## WHAT YOU SHOULD DO
Below this sentence is a listing; return exactly its lines from the one with "thumb cmc: (807, 904)" to the one with "middle pip: (1396, 794)", both kept, and nothing more.

## INPUT DATA
+ + + + + + +

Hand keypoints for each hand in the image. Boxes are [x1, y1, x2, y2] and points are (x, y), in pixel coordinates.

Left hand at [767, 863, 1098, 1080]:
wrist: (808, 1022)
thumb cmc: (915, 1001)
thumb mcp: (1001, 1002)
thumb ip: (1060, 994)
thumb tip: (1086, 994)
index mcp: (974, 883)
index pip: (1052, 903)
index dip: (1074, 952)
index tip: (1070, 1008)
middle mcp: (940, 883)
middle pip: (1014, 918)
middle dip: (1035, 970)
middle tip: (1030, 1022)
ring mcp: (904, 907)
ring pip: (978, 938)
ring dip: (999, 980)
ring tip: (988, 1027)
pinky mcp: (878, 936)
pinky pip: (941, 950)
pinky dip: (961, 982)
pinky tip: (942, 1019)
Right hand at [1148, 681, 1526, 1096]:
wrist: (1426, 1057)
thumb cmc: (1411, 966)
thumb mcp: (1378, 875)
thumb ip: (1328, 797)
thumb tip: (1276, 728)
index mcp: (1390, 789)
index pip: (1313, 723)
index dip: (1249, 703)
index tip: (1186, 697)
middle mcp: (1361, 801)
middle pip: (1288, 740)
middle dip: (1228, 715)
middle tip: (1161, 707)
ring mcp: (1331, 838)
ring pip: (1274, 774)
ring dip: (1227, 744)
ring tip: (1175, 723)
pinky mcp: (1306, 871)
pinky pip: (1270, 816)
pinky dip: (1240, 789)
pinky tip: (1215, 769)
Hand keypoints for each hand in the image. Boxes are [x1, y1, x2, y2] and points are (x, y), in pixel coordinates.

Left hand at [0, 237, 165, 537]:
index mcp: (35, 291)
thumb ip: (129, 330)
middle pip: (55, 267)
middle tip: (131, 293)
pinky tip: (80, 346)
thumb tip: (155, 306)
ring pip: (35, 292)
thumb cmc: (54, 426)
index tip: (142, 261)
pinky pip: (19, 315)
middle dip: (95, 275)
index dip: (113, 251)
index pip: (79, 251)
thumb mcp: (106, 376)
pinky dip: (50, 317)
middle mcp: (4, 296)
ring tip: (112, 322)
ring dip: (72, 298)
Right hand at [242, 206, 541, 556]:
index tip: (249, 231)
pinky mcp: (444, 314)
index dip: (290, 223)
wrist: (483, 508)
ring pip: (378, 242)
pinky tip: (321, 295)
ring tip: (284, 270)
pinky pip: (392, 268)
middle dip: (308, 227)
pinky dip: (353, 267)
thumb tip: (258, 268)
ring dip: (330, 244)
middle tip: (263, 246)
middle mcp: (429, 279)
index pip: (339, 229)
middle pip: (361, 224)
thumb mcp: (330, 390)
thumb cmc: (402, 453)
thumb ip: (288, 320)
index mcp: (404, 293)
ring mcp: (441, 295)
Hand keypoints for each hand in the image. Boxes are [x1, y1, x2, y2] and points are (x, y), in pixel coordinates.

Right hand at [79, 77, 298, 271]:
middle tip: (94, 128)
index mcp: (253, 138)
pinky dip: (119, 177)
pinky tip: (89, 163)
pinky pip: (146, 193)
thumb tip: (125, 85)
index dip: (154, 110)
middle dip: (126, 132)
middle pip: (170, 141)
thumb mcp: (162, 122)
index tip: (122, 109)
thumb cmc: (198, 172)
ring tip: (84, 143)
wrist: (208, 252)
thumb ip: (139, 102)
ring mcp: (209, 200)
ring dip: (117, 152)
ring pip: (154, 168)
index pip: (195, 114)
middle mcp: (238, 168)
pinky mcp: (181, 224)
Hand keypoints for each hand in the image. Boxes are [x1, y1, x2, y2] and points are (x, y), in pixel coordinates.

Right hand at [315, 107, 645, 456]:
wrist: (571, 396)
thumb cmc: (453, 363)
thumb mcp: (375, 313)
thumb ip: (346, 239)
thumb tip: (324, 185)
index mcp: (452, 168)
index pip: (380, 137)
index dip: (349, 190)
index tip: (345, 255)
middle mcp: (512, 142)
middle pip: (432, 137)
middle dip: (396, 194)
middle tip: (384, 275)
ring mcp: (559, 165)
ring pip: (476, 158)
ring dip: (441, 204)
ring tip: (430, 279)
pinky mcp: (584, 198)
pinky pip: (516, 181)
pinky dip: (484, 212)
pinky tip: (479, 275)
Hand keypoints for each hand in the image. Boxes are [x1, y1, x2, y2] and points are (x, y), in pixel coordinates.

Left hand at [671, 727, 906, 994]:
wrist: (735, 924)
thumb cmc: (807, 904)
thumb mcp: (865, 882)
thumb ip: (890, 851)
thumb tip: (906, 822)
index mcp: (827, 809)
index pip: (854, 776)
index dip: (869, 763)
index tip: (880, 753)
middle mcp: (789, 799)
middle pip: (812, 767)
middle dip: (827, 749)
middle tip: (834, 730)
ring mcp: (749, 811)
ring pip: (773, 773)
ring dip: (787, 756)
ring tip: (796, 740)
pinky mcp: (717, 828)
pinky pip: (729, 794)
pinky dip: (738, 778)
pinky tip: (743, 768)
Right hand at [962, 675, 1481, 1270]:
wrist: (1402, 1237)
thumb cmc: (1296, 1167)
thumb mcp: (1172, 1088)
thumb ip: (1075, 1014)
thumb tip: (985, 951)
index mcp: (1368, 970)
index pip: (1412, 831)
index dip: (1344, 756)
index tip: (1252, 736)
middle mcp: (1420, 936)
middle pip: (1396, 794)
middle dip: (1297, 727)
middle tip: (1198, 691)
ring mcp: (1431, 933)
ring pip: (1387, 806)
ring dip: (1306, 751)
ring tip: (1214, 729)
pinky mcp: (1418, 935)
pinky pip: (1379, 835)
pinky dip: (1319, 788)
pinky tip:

+ + + + + + +

## RESPONSE TO THIS EXERCISE
thumb cmc: (807, 904)
thumb mcp: (865, 882)
thumb ip: (890, 851)
thumb tip: (906, 822)
index mcp: (827, 809)
index pip: (854, 776)
index dip: (869, 763)
index tip: (880, 753)
middle mcp: (789, 799)
middle pip: (812, 767)
middle dip: (827, 749)
middle tip: (834, 730)
ring mcp: (749, 811)
ring pip: (773, 773)
ring dip: (787, 756)
ring tip: (796, 740)
pinky mcp: (717, 828)
pinky pip: (729, 794)
pinky dip: (738, 778)
pinky tip: (743, 768)
Right hand at [962, 675, 1481, 1270]:
wrist: (1402, 1237)
thumb cmc: (1296, 1167)
thumb mcp: (1172, 1088)
thumb ip: (1075, 1014)
thumb tip: (985, 951)
index mcp: (1368, 970)
index pip: (1412, 831)
index dip: (1344, 756)
index tip: (1252, 736)
middle mcp: (1420, 936)
middle pip: (1396, 794)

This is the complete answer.